[x264-devel] Re: 264 transport

Fri Feb 2 00:08:07 CET 2007

On Thu, 2007-02-01 at 13:33 -0800, Bill May wrote:
> Alex Izvorski wrote:
> > I think the recommended way of packing NALs into PES packets is to
> > concatenate all slice NALs for one picture, in order, together with any
> > immediately preceding SPS/PPS/AUD/SEI NALs, and put those in a single
> > PES packet with data_alignment_indicator=1 and PES_packet_length=0 and
> > with PTS/DTS corresponding to that picture.  This will work for MPEG2
> > transport streams but not for program streams because then there would
> > be no good way to find the beginning of next packet; in that case, split
> > the data between as many 64k-length or smaller PES packets as needed,
> > all with the same PTS/DTS, but of which only the first one has
> > data_alignment_indicator=1.  This is simple, low overhead, and
> > relatively standards-compliant.
> 
> 
> Doesn't the specification require that an access unit delimeter NAL be
> the first NAL for a picture ? (ISO/IEC 138181-1:2000 final draft, amendment 3,
> page 18).  This AUD NAL determines the next picture start.

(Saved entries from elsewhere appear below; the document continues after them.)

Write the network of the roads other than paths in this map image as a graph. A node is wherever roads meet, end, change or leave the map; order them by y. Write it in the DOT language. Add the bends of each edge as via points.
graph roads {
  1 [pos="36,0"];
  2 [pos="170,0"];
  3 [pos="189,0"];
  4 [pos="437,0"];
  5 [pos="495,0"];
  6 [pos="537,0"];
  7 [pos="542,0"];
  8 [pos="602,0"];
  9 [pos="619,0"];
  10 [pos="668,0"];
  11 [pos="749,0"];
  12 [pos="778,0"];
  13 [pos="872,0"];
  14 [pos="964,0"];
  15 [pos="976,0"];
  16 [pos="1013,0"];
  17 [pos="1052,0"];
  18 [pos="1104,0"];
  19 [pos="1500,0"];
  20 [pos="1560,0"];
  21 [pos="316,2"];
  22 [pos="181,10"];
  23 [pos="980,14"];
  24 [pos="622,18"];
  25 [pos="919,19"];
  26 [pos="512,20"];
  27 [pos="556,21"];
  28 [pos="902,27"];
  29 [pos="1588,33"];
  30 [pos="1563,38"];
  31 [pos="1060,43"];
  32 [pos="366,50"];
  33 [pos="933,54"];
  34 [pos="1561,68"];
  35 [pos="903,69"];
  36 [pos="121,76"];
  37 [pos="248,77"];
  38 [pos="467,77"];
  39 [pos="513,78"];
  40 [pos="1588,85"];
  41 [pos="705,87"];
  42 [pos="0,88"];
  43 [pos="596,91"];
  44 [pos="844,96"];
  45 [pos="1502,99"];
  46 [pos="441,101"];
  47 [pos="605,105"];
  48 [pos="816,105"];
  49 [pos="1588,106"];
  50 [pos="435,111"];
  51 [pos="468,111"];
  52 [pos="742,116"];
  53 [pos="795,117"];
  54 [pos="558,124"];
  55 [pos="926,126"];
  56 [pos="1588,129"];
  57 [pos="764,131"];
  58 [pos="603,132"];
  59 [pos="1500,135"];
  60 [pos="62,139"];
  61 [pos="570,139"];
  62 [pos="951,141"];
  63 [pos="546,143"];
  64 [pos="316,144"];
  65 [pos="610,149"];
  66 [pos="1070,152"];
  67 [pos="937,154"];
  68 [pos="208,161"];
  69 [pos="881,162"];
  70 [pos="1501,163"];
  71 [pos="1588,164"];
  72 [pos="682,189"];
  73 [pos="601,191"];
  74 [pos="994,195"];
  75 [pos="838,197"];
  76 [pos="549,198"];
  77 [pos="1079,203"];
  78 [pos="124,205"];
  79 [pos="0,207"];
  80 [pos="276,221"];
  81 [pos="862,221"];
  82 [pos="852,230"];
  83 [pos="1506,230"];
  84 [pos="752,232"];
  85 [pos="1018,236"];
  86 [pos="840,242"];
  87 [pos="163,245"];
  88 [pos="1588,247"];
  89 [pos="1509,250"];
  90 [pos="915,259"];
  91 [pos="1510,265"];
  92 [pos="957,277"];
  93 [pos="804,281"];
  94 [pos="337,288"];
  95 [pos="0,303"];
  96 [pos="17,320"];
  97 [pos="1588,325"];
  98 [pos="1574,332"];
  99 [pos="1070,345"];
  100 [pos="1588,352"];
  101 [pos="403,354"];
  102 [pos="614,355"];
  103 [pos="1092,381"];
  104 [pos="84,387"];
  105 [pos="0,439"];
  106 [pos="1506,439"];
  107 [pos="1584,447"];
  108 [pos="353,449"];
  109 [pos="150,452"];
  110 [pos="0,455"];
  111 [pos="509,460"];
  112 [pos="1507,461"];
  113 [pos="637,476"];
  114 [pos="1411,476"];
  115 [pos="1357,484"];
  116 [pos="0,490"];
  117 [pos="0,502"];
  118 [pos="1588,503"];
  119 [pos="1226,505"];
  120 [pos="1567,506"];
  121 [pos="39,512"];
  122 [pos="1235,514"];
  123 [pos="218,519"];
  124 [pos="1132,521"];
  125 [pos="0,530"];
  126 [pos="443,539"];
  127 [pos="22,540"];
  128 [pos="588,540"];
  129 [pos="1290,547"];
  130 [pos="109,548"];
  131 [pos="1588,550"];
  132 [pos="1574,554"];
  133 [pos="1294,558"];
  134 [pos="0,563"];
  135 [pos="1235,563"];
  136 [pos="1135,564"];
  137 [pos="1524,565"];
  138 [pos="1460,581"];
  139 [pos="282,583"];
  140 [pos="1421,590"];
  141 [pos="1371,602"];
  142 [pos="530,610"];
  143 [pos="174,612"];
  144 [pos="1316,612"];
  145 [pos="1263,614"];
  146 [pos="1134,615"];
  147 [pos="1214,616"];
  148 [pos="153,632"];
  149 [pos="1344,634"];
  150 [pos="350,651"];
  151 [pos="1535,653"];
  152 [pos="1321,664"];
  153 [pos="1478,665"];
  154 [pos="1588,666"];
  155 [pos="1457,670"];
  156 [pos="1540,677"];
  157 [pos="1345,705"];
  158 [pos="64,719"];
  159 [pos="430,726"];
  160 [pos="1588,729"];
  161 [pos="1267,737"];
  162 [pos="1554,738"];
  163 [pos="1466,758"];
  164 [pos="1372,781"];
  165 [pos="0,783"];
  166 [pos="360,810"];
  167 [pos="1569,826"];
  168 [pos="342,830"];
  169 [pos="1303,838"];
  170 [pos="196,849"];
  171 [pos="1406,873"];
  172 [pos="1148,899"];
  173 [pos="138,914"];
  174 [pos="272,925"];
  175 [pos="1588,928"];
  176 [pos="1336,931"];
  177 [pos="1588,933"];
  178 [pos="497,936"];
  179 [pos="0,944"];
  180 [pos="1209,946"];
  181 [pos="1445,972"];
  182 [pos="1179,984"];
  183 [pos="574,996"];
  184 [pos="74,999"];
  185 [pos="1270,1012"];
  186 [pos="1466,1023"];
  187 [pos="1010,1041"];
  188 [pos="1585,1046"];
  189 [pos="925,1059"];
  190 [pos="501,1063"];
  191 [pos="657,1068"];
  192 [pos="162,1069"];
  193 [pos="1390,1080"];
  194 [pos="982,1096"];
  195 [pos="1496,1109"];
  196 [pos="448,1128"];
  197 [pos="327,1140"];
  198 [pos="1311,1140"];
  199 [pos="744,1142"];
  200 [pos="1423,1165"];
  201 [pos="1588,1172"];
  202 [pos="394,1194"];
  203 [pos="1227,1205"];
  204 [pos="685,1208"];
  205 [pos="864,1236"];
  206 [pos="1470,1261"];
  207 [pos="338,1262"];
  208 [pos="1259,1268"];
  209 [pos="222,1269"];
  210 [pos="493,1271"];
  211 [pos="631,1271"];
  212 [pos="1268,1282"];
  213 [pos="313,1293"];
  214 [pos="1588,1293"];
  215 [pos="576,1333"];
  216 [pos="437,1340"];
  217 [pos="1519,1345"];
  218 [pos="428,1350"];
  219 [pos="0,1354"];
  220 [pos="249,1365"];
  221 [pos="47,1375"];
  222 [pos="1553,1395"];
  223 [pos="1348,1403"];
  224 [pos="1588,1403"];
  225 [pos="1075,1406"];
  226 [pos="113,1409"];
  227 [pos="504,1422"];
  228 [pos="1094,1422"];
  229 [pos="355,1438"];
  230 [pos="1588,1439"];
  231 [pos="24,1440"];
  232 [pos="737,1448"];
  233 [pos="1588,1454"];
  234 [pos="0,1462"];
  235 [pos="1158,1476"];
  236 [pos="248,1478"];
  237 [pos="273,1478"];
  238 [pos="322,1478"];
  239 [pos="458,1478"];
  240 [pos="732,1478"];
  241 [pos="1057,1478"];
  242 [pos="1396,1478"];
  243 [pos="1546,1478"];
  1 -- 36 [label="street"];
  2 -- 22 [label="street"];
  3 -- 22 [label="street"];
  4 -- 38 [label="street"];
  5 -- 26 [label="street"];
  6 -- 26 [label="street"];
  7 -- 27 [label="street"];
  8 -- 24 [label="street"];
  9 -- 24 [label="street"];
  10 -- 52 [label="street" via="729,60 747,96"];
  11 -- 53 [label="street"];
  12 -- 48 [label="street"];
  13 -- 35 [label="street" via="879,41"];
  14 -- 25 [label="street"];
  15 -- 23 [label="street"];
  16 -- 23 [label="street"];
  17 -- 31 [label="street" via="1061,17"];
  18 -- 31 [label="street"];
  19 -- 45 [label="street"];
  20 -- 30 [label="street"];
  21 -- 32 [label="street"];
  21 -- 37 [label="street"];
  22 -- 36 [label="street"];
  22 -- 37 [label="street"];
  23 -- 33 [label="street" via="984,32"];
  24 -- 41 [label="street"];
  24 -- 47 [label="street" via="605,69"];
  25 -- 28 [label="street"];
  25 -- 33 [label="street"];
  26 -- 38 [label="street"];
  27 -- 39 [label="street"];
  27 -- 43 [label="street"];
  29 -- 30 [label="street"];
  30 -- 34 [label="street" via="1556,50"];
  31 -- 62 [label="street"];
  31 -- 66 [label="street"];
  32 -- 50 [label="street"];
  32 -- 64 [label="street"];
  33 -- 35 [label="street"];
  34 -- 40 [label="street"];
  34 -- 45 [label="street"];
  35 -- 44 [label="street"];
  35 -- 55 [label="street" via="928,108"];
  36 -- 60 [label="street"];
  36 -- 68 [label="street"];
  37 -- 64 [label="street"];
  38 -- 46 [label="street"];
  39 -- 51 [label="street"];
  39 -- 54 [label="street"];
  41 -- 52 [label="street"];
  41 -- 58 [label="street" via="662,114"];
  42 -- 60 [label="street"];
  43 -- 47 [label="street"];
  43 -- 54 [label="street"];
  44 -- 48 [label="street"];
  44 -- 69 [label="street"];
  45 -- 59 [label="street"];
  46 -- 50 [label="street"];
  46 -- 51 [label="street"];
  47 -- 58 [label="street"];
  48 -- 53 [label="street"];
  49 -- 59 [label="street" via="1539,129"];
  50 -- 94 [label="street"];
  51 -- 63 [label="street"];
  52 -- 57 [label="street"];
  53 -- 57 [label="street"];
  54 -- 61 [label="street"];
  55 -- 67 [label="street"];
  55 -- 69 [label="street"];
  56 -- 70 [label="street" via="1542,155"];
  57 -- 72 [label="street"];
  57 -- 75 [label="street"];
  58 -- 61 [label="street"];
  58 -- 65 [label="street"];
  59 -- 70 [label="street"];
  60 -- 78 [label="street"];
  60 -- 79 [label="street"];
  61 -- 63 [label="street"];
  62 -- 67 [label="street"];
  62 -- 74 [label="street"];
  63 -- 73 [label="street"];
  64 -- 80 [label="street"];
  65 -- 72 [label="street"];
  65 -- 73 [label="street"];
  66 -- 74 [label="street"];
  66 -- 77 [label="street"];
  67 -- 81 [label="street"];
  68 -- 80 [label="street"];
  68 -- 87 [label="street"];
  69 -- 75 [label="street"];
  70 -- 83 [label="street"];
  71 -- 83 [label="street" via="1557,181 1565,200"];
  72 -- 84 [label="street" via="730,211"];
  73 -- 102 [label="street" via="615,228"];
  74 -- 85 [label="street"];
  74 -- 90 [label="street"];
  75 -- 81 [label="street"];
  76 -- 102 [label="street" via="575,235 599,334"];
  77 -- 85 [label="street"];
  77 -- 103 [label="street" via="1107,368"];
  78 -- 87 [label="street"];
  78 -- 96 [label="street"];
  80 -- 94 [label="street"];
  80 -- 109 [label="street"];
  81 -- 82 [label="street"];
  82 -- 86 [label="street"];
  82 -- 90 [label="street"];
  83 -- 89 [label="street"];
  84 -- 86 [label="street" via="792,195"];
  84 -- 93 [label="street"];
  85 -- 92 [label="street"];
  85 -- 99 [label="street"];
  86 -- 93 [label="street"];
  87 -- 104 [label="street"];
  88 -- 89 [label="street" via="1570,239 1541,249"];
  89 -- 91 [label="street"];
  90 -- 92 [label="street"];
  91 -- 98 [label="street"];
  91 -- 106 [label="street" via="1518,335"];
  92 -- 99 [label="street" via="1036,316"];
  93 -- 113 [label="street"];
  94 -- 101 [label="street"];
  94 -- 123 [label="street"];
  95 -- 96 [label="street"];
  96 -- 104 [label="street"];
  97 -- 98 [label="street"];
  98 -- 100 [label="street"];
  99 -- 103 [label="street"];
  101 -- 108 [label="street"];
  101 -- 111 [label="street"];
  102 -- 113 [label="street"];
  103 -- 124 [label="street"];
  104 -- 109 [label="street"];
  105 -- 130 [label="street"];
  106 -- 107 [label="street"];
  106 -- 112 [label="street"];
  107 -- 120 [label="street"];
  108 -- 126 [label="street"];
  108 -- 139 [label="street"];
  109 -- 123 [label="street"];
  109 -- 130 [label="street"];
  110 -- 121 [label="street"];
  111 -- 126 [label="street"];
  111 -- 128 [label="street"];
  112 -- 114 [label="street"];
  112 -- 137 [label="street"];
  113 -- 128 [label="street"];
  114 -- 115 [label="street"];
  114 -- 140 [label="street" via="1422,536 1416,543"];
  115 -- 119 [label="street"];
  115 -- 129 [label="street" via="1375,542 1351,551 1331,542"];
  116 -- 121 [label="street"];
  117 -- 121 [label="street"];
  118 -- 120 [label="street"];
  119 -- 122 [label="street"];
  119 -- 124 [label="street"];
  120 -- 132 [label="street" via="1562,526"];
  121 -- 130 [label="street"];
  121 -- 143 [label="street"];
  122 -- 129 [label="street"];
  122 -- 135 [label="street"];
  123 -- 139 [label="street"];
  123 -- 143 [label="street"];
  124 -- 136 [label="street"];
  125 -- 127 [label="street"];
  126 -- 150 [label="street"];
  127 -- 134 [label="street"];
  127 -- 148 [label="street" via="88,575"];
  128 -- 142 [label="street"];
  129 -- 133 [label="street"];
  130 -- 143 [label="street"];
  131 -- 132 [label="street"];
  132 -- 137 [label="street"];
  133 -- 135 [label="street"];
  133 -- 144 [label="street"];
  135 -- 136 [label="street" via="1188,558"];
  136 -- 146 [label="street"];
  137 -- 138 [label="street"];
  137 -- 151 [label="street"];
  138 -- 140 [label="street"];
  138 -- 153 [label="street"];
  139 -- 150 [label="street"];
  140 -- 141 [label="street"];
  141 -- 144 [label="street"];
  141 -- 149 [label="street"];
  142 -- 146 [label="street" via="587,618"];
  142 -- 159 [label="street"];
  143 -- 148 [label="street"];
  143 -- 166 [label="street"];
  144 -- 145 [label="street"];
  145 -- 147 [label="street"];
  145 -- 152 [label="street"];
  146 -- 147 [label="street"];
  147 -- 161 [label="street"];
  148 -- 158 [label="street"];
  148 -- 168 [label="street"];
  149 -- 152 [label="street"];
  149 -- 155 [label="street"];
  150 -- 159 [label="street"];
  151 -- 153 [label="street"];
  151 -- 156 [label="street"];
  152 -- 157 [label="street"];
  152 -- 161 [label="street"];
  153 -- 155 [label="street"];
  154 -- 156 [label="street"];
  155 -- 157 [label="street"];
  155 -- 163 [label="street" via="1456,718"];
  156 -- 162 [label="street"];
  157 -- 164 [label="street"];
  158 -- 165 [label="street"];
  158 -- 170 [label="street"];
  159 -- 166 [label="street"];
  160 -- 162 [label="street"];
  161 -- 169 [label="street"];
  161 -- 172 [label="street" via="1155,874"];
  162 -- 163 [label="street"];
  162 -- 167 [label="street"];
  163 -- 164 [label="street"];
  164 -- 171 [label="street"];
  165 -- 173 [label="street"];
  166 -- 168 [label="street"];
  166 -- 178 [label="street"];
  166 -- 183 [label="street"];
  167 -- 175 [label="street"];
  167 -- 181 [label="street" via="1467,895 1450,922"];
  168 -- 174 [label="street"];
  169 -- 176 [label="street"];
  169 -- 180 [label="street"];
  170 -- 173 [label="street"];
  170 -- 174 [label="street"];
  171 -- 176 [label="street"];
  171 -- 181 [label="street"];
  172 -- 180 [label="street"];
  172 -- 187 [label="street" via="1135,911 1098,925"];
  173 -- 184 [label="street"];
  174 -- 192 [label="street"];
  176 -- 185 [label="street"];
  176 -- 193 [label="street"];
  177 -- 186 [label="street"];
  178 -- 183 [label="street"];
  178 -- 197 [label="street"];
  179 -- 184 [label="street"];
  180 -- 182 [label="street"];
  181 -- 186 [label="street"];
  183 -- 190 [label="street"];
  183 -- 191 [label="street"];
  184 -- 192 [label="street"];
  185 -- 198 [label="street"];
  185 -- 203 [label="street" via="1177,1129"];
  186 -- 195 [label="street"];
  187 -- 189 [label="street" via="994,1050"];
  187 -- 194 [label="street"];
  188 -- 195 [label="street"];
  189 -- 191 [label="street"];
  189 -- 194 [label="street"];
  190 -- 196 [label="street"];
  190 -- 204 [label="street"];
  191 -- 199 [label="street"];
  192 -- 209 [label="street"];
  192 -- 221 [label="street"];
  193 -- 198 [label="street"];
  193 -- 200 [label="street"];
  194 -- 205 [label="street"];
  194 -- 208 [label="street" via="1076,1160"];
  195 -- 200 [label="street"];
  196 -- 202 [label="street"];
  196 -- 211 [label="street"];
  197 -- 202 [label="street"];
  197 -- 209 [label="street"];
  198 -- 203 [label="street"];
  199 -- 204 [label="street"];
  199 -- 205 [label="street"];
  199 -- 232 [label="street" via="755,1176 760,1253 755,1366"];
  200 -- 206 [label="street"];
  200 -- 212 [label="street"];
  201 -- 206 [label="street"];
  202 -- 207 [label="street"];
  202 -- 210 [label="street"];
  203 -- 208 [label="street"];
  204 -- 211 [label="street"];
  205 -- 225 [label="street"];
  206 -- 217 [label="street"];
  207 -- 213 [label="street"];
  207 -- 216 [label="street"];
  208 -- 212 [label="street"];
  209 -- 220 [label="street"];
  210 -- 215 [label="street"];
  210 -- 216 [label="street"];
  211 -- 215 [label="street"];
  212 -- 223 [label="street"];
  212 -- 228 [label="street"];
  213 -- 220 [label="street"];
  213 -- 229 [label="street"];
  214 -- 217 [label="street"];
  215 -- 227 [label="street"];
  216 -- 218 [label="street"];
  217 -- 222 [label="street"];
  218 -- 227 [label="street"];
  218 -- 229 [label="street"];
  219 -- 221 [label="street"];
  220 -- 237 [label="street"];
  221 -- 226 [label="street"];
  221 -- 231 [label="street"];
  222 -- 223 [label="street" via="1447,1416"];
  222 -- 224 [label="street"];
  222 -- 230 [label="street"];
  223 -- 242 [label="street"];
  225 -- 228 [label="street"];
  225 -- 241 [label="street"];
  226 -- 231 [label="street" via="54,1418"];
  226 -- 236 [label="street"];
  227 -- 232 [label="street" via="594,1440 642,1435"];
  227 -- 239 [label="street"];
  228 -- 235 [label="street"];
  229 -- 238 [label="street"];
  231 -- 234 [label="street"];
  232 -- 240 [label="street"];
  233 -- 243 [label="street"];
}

Bill - you are correct, amendment 3 (section 2.14.1, it's on page 17 of
mine) does make access unit delimiters mandatory for H.264 carried in a
MPEG2 transport stream.  I hadn't noticed that, as they are normally
optional.  Thanks for pointing it out.

However, that does not solve the question of how to pack NALs in PES
packets in a program stream.  The dilemma is that if the PES packets
have no defined length, then you have no way of knowing where they end,
since they are merely concatenated and not in turn carried in transport
stream packets which by themselves would allow determining both the
start and length of PES packets, via the payload_unit_start_indicator=1
and adaptation field stuffing bytes.

Access unit delimiters don't really help here: they would help us find
out which slice NALs together form a picture (without decoding the slice
headers and counting macroblocks), but we are trying to find where the
PES packet ends, before we can even read any NALs!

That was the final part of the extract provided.